In the span of a week, Musk has released troves of internal documents, shedding light on Twitter’s “secret blacklists” and censorship tools that worked to censor the unflattering coverage of Hunter Biden.
“If you take the president of the United States off of Twitter, what did that cost? If you are Google, and in the last four days of every month, you refuse to deliver Republican fundraising emails, what does that cost?” Gingrich, an Epoch Times contributor, said in a Dec. 9 interview, referencing Twitter’s decision to ban then-President Donald Trump following the Jan. 6, 2021, Capitol breach and allegations that Google had filtered millions of the Republican National Committee’s political campaign emails to spam folders at the end of each month.

“These things should be considered federal election commission violations, because they are actions by a corporation to reshape the election.”

But it’s not just Trump and Republicans who are affected, Gingrich noted, pointing to the “visibility filtering” tool Twitter used to limit certain individuals’ reach without their knowledge.
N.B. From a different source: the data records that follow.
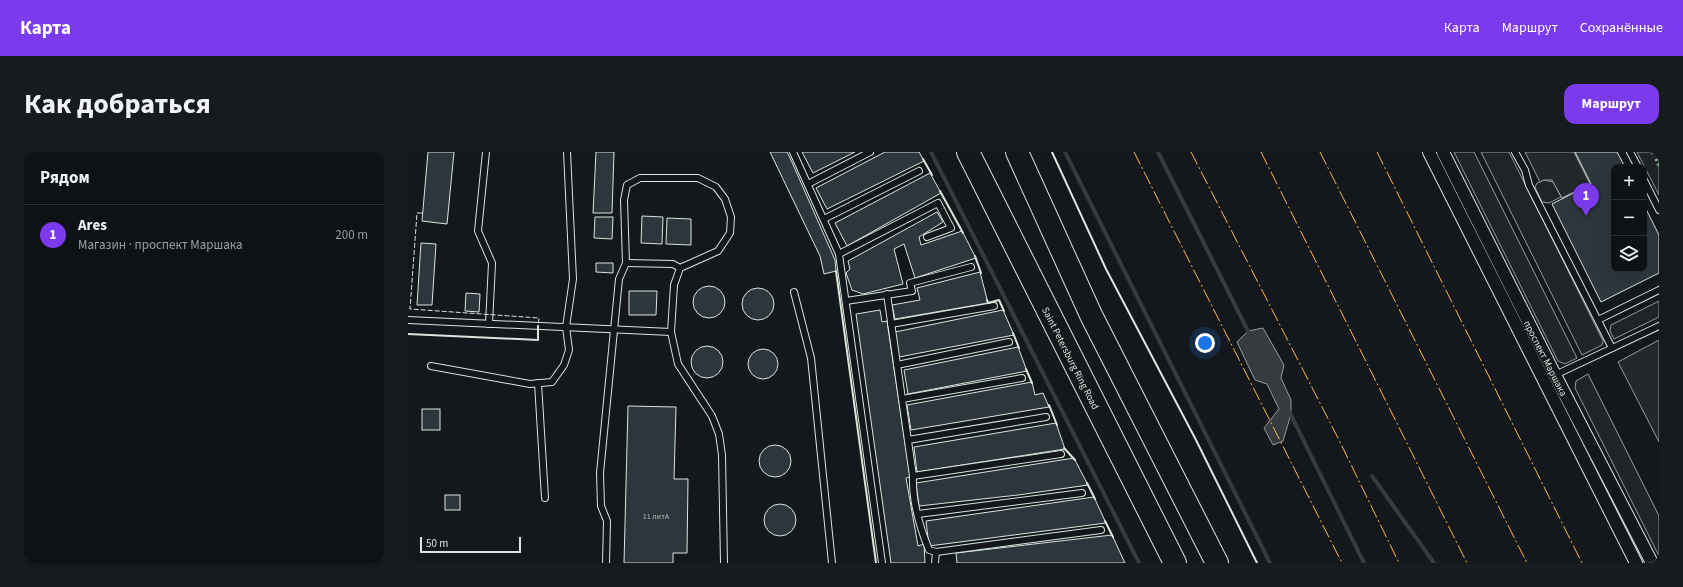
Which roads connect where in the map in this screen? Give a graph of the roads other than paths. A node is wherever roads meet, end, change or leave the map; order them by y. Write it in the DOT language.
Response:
graph roads {
  1 [pos="486,152"];
  2 [pos="566,152"];
  3 [pos="793,152"];
  4 [pos="870,152"];
  5 [pos="968,152"];
  6 [pos="1016,152"];
  7 [pos="1429,152"];
  8 [pos="1442,152"];
  9 [pos="1516,152"];
  10 [pos="1630,152"];
  11 [pos="1636,164"];
  12 [pos="919,171"];
  13 [pos="808,184"];
  14 [pos="1647,186"];
  15 [pos="1659,210"];
  16 [pos="824,220"];
  17 [pos="927,237"];
  18 [pos="839,254"];
  19 [pos="626,263"];
  20 [pos="971,267"];
  21 [pos="680,268"];
  22 [pos="1659,290"];
  23 [pos="794,292"];
  24 [pos="887,294"];
  25 [pos="846,301"];
  26 [pos="994,306"];
  27 [pos="408,320"];
  28 [pos="1598,320"];
  29 [pos="489,324"];
  30 [pos="891,324"];
  31 [pos="1659,326"];
  32 [pos="566,327"];
  33 [pos="614,329"];
  34 [pos="670,332"];
  35 [pos="1009,342"];
  36 [pos="1612,348"];
  37 [pos="897,365"];
  38 [pos="431,366"];
  39 [pos="1555,376"];
  40 [pos="1022,378"];
  41 [pos="538,383"];
  42 [pos="902,400"];
  43 [pos="1046,417"];
  44 [pos="908,440"];
  45 [pos="1061,454"];
  46 [pos="913,476"];
  47 [pos="1082,493"];
  48 [pos="545,498"];
  49 [pos="918,514"];
  50 [pos="1102,530"];
  51 [pos="936,552"];
  52 [pos="606,563"];
  53 [pos="724,563"];
  54 [pos="832,563"];
  55 [pos="882,563"];
  56 [pos="935,563"];
  57 [pos="1175,563"];
  58 [pos="1217,563"];
  59 [pos="1636,563"];
  60 [pos="1652,563"];
  1 -- 29 [label="lane"];
  2 -- 32 [label="lane"];
  3 -- 13 [label="lane"];
  4 -- 13 [label="lane"];
  5 -- 57 [label="highway, Saint Petersburg Ring Road"];
  6 -- 58 [label="highway"];
  7 -- 59 [label="street, проспект Маршака"];
  8 -- 39 [label="street, проспект Маршака"];
  9 -- 28 [label="lane"];
  10 -- 11 [label="lane"];
  12 -- 16 [label="lane"];
  13 -- 16 [label="lane"];
  14 -- 15 [label="lane"];
  16 -- 18 [label="lane"];
  17 -- 18 [label="lane"];
  18 -- 25 [label="lane"];
  19 -- 21 [label="lane"];
  19 -- 21 [label="lane"];
  19 -- 33 [label="lane"];
  20 -- 24 [label="lane"];
  21 -- 34 [label="lane"];
  22 -- 28 [label="lane"];
  23 -- 54 [label="lane"];
  24 -- 25 [label="lane"];
  24 -- 30 [label="lane"];
  25 -- 55 [label="lane"];
  26 -- 30 [label="lane"];
  27 -- 29 [label="lane"];
  28 -- 36 [label="lane"];
  29 -- 32 [label="lane"];
  30 -- 37 [label="lane"];
  31 -- 36 [label="lane"];
  32 -- 33 [label="lane"];
  32 -- 41 [label="lane"];
  33 -- 34 [label="lane"];
  33 -- 52 [label="lane"];
  34 -- 53 [label="lane"];
  35 -- 37 [label="lane"];
  36 -- 39 [label="lane"];
  37 -- 42 [label="lane"];
  38 -- 41 [label="lane"];
  39 -- 60 [label="street, проспект Маршака"];
  40 -- 42 [label="lane"];
  41 -- 48 [label="lane"];
  42 -- 44 [label="lane"];
  43 -- 44 [label="lane"];
  44 -- 46 [label="lane"];
  45 -- 46 [label="lane"];
  46 -- 49 [label="lane"];
  47 -- 49 [label="lane"];
  49 -- 51 [label="lane"];
  50 -- 51 [label="lane"];
  51 -- 56 [label="lane"];
}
Dr. Jay Bhattacharya, professor of medicine at the Stanford University School of Medicine, was one of the users added to the blacklist for saying that the COVID-19 lockdowns would harm children, according to Bari Weiss, editor of The Free Press who worked with Musk to disclose the Twitter files.

Stanford University professor of medicine Dr. Jay Bhattacharya, a founding fellow of Hillsdale College's Academy for Science and Freedom, at the Hillsdale College Kirby Center in Washington on March 17, 2022. (Bao Qiu/The Epoch Times)
Stanford University professor of medicine Dr. Jay Bhattacharya, a founding fellow of Hillsdale College's Academy for Science and Freedom, at the Hillsdale College Kirby Center in Washington on March 17, 2022. Bao Qiu/The Epoch Times

Like the “world-renowned scientists who are making scientific points which they—the bureaucrats at Twitter—decided were not acceptable,” other users on the platform could find themselves in a similar spot, Gingrich said.

“It’s a pretty amazing story of censorship in a country which is dedicated to the First Amendment right of free speech,” he said.

But similar activities are likely repeated on Facebook and Google, which, Gingrich said, are also “overwhelmingly Democrat.”

Campaign finance data from 2020 show that Facebook and Twitter together contributed 12 times more money to Democrats than Republicans, at about $5.5 million and less than $435,000 respectively.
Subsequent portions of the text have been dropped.